It's the nature of the verbs in this example that's causing the trouble.
Let's start by getting a different that-complement clause to contrast:
- I want to decide that the train arrives before noon.
(Using I will marry John, again involving the speaker, complicates matters unnecessarily.)
Want and decide are both mental acts. Which means they're very abstract and hard to combine.
Since they're both mental acts and they both take complement clauses, try reversing them.
Want can't take a that-clause, so this is ungrammatical:
- *I decided to want that the train arrives before noon.
but an infinitive complement is grammatically straightforward:
- I decided to want the train to arrive before noon.
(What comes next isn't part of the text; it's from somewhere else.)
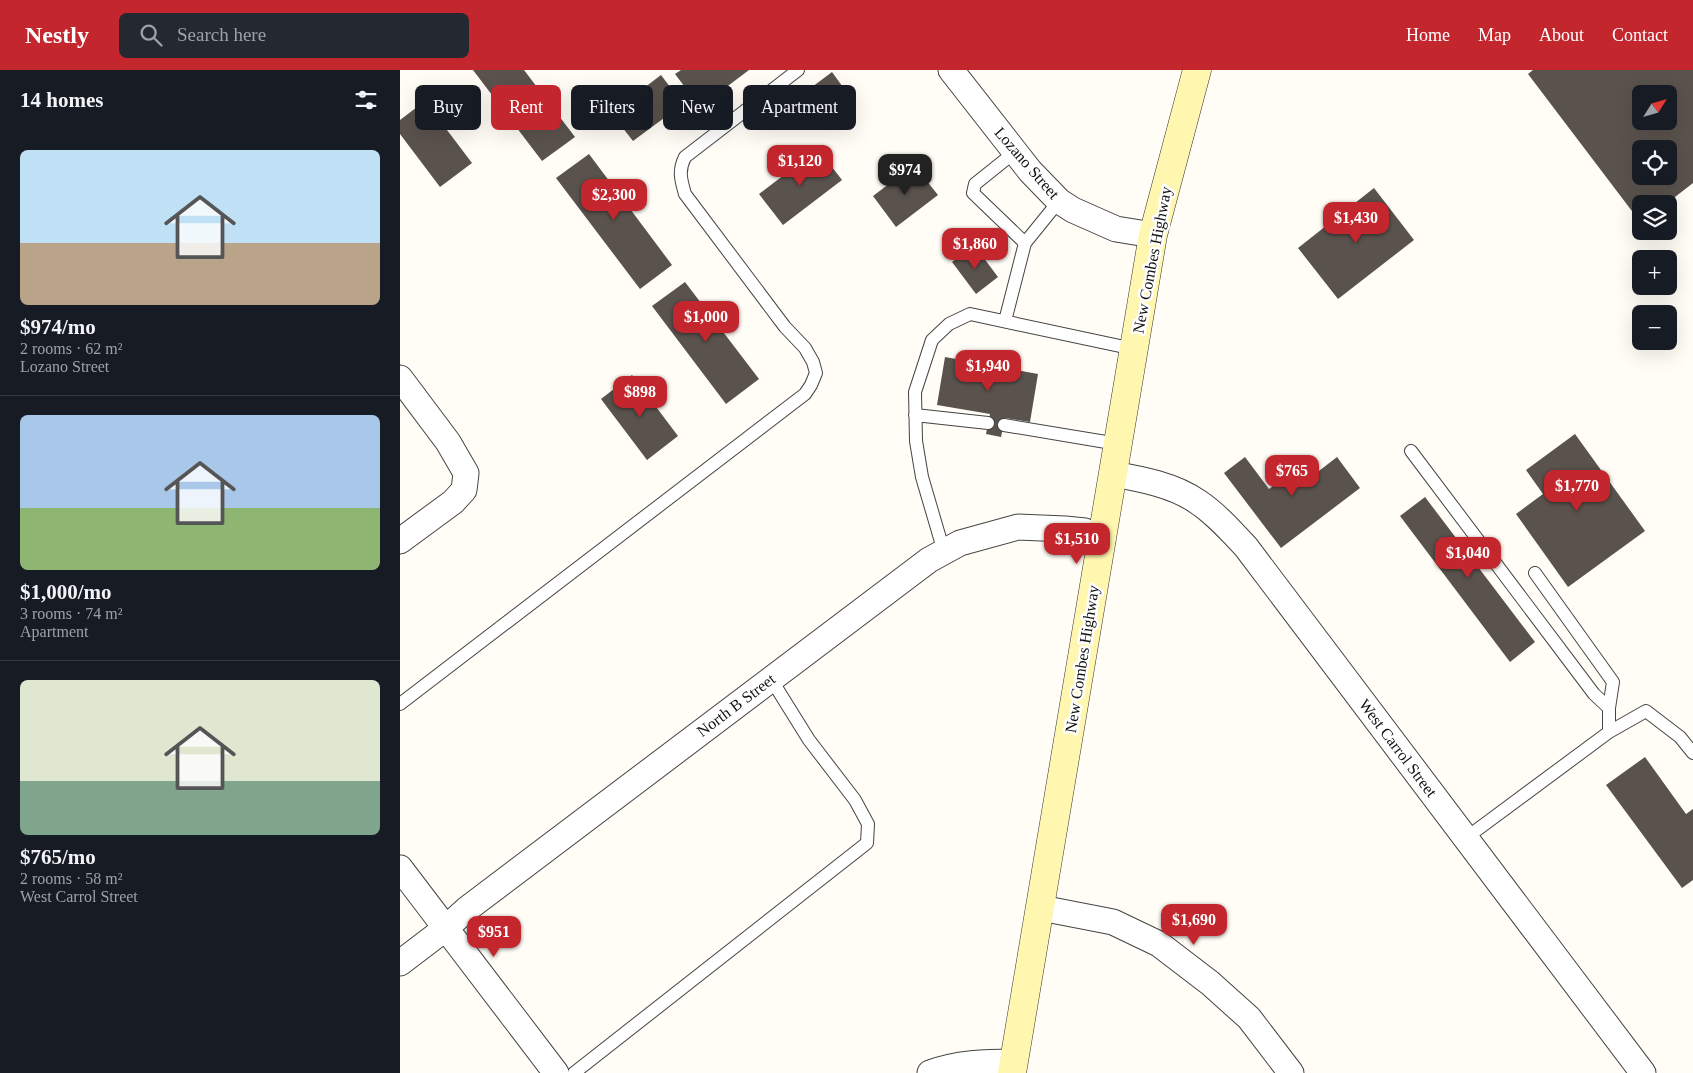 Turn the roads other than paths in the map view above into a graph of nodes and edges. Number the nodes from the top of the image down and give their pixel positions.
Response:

though strange -- how can one decide what to want? Desires are emotional, decisions are rational.
There is a reason why want takes an infinitive complement with either A-Equi or B-Raising:
- I want to talk to the winner. [I want, I talk -- A-Equi configuration]
- I want her to talk to the winner. [I want, she talks -- B-Raising configuration]
These are both events, or at least states, that have not happened at the time of wanting.
Want can refer to the subject's desire for the event or state to happen, and it's normally presupposed that it hasn't. It seems odd to say
- I really want that portrait that's hanging over my mantel.
if in fact you already own it. But a common way to say that you are discarding it is to say
- I don't want it any more.
which suggests that there is another sense in which one (covertly) wants one's actual possessions.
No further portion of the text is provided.